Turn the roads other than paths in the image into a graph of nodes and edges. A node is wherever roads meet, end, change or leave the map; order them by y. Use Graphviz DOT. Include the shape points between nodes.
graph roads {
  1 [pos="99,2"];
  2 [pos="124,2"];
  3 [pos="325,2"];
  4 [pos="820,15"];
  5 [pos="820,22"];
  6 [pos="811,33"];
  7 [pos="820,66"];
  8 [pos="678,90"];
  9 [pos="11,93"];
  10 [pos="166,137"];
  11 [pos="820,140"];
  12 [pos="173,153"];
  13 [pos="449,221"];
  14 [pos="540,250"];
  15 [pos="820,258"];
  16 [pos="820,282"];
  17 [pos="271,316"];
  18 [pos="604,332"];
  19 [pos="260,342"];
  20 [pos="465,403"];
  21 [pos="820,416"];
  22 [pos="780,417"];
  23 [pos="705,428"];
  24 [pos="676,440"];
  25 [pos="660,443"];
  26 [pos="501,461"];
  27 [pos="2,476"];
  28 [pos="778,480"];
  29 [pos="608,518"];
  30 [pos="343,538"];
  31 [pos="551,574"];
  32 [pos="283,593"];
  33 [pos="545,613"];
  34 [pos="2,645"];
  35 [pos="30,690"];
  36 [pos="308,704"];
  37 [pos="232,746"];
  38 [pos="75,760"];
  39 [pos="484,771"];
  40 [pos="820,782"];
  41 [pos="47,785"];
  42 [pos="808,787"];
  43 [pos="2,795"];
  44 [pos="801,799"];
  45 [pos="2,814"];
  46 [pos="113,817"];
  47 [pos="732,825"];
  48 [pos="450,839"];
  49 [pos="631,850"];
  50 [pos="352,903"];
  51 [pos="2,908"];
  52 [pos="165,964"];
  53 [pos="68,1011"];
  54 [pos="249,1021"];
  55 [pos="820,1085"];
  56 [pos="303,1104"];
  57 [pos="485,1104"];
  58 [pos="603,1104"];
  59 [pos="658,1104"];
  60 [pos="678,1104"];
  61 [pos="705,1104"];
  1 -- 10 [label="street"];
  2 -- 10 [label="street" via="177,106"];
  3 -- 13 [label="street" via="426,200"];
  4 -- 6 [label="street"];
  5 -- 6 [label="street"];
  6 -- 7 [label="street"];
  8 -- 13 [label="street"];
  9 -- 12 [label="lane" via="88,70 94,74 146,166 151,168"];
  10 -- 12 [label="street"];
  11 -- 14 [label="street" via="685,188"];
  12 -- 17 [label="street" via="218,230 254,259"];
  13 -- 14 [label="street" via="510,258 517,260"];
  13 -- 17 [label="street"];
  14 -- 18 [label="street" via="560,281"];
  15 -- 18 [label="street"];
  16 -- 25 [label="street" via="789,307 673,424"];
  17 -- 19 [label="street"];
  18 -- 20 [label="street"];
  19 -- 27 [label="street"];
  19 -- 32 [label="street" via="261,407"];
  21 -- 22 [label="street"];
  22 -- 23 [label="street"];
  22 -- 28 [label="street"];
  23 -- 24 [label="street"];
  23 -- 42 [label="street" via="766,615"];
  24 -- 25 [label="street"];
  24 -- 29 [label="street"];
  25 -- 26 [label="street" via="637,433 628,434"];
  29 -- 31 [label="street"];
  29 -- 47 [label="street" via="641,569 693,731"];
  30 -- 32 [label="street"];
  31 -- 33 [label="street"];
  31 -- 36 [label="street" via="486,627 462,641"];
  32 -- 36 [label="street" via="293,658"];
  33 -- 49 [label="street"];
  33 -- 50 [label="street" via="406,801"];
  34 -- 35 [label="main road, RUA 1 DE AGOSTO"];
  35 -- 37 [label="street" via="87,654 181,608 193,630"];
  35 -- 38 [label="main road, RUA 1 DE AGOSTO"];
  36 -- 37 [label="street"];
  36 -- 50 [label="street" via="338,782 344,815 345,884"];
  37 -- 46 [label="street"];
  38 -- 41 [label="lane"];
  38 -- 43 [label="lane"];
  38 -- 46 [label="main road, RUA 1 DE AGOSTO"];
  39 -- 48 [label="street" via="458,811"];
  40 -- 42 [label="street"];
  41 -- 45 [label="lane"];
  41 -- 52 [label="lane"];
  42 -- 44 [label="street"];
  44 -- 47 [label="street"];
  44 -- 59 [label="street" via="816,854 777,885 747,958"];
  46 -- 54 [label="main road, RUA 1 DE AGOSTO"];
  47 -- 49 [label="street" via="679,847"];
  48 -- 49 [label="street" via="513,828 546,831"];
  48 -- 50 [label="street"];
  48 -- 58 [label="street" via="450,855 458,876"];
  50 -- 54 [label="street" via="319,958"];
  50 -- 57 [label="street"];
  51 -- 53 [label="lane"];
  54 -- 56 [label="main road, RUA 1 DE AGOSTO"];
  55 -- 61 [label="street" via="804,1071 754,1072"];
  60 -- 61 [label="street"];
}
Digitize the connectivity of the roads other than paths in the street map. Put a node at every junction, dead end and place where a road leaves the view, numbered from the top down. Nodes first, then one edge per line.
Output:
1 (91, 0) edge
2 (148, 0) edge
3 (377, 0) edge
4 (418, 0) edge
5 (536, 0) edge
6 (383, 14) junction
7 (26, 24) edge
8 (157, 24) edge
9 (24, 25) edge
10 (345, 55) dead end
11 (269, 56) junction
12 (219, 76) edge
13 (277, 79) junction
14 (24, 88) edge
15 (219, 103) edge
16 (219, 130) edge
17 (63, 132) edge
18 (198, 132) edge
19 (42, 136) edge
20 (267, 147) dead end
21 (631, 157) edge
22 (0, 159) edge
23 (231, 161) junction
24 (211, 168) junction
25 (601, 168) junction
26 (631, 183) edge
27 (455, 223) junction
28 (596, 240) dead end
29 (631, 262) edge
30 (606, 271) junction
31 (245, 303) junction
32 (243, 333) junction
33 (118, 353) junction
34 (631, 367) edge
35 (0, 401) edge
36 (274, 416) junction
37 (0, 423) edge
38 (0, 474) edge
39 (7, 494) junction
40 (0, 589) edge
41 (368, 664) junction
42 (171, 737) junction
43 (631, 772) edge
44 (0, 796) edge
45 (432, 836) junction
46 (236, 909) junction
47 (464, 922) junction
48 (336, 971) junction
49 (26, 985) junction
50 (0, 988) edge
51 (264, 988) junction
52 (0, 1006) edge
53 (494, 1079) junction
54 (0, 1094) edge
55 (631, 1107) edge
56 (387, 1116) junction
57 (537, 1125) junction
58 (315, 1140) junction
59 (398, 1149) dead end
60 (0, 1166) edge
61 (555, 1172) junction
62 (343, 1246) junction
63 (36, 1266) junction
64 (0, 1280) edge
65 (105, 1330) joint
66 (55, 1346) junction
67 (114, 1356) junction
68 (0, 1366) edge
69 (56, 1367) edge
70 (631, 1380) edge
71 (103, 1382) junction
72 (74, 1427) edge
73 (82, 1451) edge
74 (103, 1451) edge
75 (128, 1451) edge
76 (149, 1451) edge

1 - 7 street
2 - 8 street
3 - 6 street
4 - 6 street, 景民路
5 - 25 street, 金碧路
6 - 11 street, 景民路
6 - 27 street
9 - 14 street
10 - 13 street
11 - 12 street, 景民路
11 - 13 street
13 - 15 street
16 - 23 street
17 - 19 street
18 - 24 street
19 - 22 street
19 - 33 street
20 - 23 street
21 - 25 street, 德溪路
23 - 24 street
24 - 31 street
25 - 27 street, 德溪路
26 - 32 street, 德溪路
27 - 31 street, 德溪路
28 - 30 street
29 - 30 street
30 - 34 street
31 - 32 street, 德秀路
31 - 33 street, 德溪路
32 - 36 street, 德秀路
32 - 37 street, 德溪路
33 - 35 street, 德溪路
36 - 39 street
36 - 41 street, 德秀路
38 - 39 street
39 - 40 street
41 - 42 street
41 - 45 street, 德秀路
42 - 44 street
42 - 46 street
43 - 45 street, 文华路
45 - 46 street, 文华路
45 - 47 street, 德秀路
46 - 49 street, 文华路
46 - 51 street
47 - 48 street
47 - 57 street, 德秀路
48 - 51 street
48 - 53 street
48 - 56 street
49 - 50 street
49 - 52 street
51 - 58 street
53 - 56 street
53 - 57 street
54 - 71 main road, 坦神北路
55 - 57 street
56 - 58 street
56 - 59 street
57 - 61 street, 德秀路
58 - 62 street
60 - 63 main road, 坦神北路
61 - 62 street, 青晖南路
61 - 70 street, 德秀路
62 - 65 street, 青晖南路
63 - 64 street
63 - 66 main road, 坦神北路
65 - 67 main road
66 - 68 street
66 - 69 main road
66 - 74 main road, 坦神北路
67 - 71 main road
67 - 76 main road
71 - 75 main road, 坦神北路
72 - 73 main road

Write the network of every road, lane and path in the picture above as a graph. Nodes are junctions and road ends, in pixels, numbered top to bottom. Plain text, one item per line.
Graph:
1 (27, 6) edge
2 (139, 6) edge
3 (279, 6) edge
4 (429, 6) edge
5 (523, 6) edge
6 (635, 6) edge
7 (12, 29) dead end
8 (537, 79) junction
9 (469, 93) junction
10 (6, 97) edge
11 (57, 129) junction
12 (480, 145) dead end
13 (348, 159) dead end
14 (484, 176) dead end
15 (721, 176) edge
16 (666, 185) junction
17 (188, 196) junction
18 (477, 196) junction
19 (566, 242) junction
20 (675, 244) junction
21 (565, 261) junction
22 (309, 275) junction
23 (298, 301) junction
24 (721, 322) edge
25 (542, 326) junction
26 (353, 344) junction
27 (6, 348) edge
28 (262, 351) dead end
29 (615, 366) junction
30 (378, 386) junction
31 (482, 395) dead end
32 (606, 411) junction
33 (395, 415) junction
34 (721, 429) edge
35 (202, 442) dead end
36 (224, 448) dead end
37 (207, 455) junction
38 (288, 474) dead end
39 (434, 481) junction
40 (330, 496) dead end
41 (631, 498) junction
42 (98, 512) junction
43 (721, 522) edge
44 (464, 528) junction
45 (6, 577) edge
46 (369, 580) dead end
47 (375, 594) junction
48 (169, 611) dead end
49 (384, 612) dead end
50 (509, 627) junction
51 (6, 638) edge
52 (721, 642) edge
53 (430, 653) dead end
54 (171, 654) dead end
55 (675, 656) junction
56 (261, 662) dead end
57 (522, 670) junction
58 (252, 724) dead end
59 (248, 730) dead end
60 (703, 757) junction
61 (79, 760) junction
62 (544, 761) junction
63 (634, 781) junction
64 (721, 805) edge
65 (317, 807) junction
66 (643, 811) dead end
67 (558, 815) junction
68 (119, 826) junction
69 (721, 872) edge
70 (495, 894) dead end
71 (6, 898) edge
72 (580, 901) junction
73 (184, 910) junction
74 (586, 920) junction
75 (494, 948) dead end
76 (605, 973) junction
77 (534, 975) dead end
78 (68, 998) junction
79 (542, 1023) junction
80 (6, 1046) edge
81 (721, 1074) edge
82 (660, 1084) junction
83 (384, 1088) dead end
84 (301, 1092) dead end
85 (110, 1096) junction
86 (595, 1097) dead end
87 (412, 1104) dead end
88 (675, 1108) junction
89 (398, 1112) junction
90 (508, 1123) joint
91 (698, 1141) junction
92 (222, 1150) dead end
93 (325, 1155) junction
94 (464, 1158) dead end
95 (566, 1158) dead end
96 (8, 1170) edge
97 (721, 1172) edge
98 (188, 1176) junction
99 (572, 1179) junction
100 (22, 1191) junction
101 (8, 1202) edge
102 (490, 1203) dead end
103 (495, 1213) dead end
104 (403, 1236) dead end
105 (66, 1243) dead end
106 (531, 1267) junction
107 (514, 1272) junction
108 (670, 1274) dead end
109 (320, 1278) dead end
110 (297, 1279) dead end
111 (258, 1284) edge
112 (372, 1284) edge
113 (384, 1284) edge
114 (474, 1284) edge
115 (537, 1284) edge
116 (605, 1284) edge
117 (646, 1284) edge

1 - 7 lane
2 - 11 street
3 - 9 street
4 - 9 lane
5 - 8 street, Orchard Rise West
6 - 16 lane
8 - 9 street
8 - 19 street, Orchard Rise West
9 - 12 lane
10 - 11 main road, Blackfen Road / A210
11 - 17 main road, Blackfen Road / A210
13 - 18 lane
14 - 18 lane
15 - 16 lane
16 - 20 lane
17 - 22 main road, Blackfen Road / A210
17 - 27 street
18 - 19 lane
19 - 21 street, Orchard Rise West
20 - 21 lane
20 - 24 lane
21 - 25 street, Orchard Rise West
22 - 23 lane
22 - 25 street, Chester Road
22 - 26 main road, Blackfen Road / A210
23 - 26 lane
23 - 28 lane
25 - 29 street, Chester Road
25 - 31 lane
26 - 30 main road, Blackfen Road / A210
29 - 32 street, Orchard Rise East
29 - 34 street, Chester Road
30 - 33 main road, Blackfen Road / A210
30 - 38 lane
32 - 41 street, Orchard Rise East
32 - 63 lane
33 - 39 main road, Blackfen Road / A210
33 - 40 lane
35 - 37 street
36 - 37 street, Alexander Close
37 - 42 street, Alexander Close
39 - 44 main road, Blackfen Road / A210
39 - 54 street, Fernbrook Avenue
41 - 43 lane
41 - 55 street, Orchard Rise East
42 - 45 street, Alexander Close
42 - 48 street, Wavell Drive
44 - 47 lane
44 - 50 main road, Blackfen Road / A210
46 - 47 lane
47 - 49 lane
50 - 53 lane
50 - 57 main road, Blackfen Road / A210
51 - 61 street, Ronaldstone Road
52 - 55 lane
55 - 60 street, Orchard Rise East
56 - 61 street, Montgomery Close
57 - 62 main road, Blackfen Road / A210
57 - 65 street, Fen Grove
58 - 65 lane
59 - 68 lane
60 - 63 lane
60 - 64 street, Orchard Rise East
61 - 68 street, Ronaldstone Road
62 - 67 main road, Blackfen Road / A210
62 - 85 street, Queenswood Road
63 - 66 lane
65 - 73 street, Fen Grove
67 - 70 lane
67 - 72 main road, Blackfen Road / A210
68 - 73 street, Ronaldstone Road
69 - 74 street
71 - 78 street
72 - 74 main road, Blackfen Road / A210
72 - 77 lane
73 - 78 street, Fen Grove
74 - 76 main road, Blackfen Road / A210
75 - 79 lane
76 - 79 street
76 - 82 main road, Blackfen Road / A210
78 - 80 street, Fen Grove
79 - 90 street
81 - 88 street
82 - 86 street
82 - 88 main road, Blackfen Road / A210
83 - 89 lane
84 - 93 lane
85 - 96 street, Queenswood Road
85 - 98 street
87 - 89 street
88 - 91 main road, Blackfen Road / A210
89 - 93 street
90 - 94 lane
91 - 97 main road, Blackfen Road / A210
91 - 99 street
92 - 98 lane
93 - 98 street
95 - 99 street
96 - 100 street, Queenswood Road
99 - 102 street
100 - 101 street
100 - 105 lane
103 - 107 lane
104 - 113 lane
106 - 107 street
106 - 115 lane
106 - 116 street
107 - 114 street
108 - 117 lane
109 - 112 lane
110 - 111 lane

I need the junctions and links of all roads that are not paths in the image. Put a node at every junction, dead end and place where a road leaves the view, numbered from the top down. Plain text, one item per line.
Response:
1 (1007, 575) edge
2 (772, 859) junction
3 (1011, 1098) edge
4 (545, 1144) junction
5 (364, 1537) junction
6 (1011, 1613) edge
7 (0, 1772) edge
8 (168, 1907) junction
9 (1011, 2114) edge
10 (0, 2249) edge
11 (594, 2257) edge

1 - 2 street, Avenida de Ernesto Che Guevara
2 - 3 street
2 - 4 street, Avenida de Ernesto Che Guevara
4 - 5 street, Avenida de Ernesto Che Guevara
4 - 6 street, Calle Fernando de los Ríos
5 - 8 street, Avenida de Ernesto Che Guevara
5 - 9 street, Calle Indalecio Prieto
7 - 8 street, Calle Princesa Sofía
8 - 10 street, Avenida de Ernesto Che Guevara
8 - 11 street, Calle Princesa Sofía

------------------------------

▶ **Required work**:
Filter the records above down to the lines that hold the string "Princesa".

▶ **Finished exercise**:
7 - 8 street, Calle Princesa Sofía
8 - 11 street, Calle Princesa Sofía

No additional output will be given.